A Cash Balance Plan is a Defined Benefit Plan that looks like a 401(k) Profit Sharing or other Defined Contribution Plan.

The Cash Balance Plan maintains a hypothetical account balance for each participant. This hypothetical account is the accumulation of annual Contribution Credits (sometimes called Pay Credits) and Interest Credits. When the participant retires or terminates employment, his benefit is the vested value of the hypothetical account.

Contribution Credits are not discretionary but instead are determined based on a fixed formula defined by the Plan. This creates an obligation on the part of the Plan Sponsor to make contributions in the amount sufficient to fund the Plan.

Interest Credits are also defined by the Plan. In most cases this is a fixed rate although reference to published rates or an index is not uncommon.

Increases or decreases in the value of the plan’s investments do not affect the benefits promised to the participants. The investment risks and rewards are borne solely by the Plan Sponsor.

Can a Cash Balance Plan be combined with a 401(k) Profit Sharing Plan?

To produce larger contributions, especially for Principals and Owners, Cash Balance Plans are usually combined with 401(k)/Profit Sharing Plans. The 401(k) and Profit Sharing component can also provide flexibility in the combined plan.

How are investments in a Cash Balance plan managed?

Assets in the plan are not allocated to individual Participants and Participants do not direct the investments.

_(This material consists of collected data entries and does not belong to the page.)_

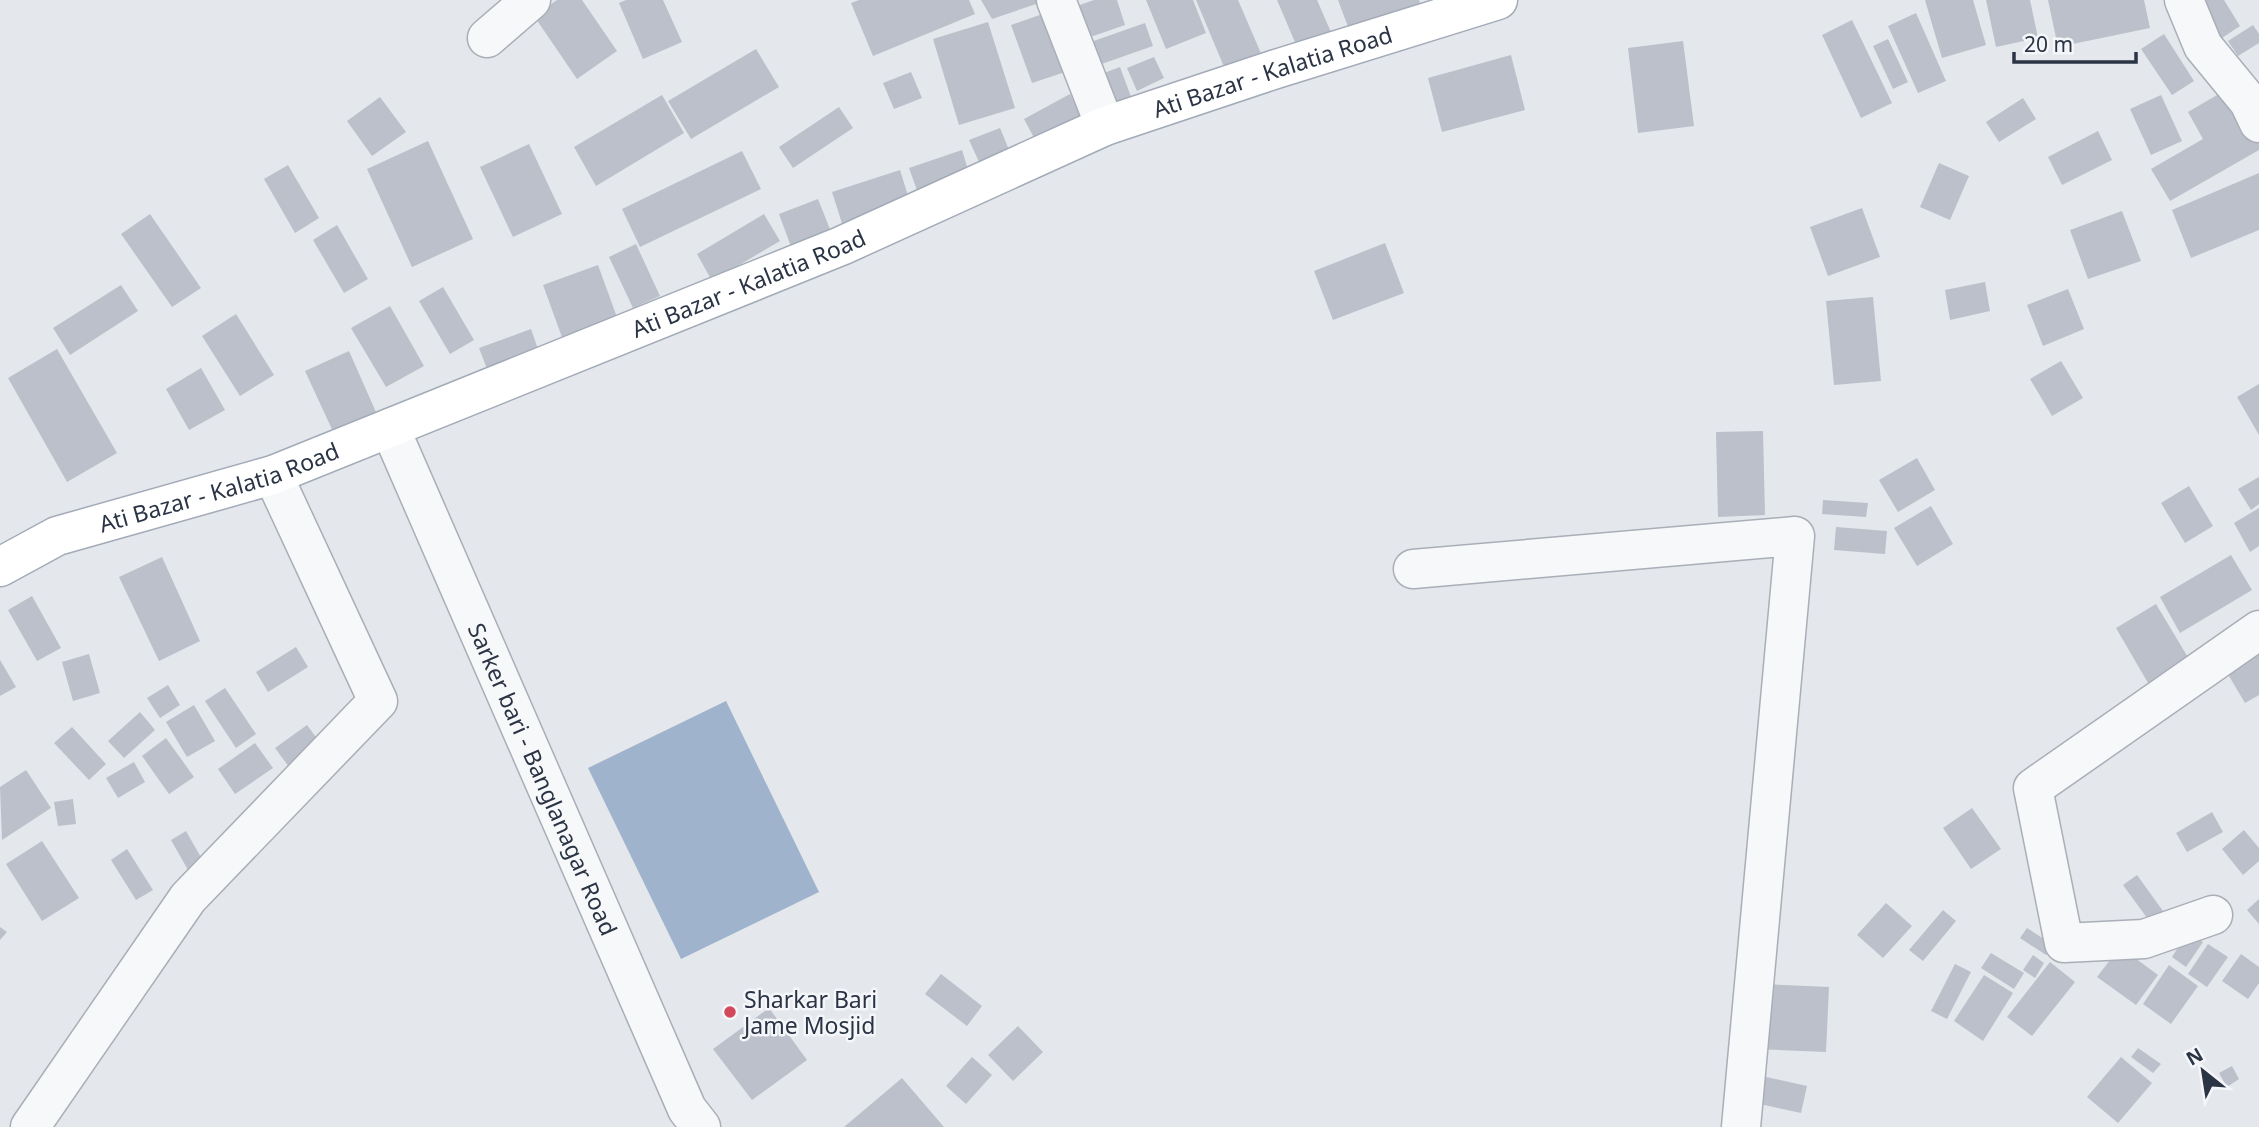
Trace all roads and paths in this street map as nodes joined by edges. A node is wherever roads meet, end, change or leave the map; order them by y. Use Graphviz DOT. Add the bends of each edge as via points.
graph roads {
  1 [pos="531,0"];
  2 [pos="1056,0"];
  3 [pos="1498,0"];
  4 [pos="2184,0"];
  5 [pos="487,38"];
  6 [pos="2259,123"];
  7 [pos="1105,126"];
  8 [pos="390,428"];
  9 [pos="273,475"];
  10 [pos="0,567"];
  11 [pos="1413,569"];
  12 [pos="2259,630"];
  13 [pos="2213,915"];
  14 [pos="685,1121"];
  15 [pos="30,1127"];
  16 [pos="1741,1127"];
  1 -- 5 [label="street"];
  2 -- 7 [label="street"];
  3 -- 7 [label="main road, Ati Bazar - Kalatia Road"];
  4 -- 6 [label="street" via="2203,46 2249,103"];
  7 -- 8 [label="main road, Ati Bazar - Kalatia Road" via="841,246"];
  8 -- 9 [label="main road, Ati Bazar - Kalatia Road"];
  8 -- 14 [label="street, Sarker bari - Banglanagar Road"];
  9 -- 10 [label="main road, Ati Bazar - Kalatia Road" via="57,536"];
  9 -- 15 [label="street" via="378,701 188,898"];
  11 -- 16 [label="street" via="1795,536"];
  12 -- 13 [label="street" via="2033,788 2064,943 2144,939"];
}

A single pooled fund of assets is maintained and invested by the Trustees, often with advice from the Investment Adviser.

Gains (or losses) from investments act to reduce (or increase) the Plan Sponsor’s contribution over time; they do not affect the Participant’s balances.

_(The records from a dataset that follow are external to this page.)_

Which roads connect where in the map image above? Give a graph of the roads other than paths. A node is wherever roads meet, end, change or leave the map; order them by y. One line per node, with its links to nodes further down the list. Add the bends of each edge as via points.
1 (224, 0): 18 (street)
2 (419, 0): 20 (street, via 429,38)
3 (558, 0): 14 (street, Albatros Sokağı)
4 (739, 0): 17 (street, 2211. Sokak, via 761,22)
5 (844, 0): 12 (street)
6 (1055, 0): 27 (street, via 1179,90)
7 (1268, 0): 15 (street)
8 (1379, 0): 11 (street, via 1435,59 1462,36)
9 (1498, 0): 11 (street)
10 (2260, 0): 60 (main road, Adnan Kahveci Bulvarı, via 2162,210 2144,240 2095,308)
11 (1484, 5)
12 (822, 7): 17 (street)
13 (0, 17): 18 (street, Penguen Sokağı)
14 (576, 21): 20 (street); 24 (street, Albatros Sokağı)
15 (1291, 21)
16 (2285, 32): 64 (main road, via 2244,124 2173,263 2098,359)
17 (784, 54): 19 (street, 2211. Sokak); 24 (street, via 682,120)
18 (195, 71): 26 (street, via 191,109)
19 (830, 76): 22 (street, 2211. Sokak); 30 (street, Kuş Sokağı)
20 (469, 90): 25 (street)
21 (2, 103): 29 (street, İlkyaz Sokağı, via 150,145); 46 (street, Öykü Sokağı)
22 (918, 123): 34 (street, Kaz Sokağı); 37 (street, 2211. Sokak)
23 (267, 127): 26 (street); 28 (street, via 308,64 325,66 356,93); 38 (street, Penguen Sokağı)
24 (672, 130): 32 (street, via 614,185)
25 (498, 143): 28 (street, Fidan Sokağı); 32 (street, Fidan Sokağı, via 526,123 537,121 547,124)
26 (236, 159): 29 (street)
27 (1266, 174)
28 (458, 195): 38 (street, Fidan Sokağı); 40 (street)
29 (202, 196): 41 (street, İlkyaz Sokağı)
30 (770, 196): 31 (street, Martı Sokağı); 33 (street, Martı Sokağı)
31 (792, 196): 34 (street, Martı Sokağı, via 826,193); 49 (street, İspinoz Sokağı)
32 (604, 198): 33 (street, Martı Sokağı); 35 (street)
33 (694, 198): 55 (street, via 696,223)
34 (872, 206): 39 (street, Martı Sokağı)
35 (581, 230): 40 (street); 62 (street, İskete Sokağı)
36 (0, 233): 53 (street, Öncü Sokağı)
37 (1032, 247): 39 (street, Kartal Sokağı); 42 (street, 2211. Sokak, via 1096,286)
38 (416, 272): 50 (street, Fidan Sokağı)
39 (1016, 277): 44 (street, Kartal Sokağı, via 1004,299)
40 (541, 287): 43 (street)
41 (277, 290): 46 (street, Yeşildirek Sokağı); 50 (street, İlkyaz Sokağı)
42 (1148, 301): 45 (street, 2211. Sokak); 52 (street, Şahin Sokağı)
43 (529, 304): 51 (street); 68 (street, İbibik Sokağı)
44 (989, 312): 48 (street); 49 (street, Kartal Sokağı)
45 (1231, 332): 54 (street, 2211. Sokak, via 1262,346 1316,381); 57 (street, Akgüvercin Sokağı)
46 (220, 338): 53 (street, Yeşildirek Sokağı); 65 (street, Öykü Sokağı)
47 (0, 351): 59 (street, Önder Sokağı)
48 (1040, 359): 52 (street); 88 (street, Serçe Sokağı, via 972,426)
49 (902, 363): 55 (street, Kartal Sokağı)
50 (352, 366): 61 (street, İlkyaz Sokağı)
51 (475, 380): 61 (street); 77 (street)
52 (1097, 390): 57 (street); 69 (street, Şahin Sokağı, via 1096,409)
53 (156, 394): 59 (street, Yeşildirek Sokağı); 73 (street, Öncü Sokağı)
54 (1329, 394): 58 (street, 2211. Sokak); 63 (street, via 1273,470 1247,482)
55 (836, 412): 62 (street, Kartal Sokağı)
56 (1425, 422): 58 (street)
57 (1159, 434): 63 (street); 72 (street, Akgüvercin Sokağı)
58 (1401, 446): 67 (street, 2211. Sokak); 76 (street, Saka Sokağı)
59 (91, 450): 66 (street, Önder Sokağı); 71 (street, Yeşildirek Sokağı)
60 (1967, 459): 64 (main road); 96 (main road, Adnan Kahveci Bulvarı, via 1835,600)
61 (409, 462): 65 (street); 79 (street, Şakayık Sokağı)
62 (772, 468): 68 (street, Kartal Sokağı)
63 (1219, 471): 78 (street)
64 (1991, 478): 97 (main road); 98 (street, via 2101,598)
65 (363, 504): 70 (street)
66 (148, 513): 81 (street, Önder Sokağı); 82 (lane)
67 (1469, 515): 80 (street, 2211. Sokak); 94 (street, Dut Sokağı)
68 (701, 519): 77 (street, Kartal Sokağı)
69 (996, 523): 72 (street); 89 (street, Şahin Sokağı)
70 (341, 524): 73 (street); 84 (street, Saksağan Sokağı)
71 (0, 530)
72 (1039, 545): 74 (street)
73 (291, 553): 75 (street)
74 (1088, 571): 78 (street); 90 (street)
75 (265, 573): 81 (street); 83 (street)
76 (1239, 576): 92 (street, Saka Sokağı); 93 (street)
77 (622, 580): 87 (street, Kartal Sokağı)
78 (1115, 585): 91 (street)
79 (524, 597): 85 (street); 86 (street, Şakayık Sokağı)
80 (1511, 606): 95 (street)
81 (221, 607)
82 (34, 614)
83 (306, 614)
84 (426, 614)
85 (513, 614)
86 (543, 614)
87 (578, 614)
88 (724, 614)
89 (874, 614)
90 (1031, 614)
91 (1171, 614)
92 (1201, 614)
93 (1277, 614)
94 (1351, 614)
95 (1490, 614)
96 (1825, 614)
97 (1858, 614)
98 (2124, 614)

How are benefits in a Cash Balance Plan paid to Participants?

When the participant retires or terminates employment, his benefit is the vested value of the hypothetical account. This benefit can be paid in the form of a lump sum or an equivalent annuity.

If a participant elects to receive his benefit in the form of a lump sum, this distribution generally can be rolled over into an Individual Retirement Account (IRA) or to another employer’s plan if that plan accepts rollovers.

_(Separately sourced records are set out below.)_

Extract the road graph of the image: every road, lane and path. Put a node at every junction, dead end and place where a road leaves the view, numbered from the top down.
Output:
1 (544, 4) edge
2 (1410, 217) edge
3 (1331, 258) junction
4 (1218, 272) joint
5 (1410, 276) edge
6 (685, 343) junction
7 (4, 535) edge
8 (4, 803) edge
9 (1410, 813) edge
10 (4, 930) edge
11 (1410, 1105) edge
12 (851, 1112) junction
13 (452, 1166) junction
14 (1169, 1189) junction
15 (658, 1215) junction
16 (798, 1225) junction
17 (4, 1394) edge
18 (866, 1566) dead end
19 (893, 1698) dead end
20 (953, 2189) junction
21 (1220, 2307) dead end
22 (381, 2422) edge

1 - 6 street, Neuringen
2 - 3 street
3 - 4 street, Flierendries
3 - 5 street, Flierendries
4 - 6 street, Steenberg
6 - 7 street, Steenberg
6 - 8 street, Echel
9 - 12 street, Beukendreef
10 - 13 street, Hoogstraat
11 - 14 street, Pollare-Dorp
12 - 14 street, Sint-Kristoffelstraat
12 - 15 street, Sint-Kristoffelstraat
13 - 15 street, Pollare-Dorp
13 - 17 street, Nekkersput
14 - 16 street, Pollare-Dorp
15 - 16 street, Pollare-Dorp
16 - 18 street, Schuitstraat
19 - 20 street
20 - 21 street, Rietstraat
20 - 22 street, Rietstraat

What are the obligations of a Plan Sponsor who adopts a Cash Balance Plan?

Technically, a Cash Balance plan is a Hybrid Plan. It appears to participants as a Defined Contribution Plan but is treated under the Internal Revenue Code as a Defined Benefit Plan. As such the Plan Sponsor is required to make contributions to the Plan in an amount sufficient to fund the benefits promised.

The Plan Sponsor must retain an Actuary to prepare an Actuarial Valuation each year. The Actuary considers the benefits provided under the terms of the Plan, the value of Plan assets and the requirements of the Internal Revenue Code and determines the funding amount and other required information which is then reported in the Actuarial Valuation.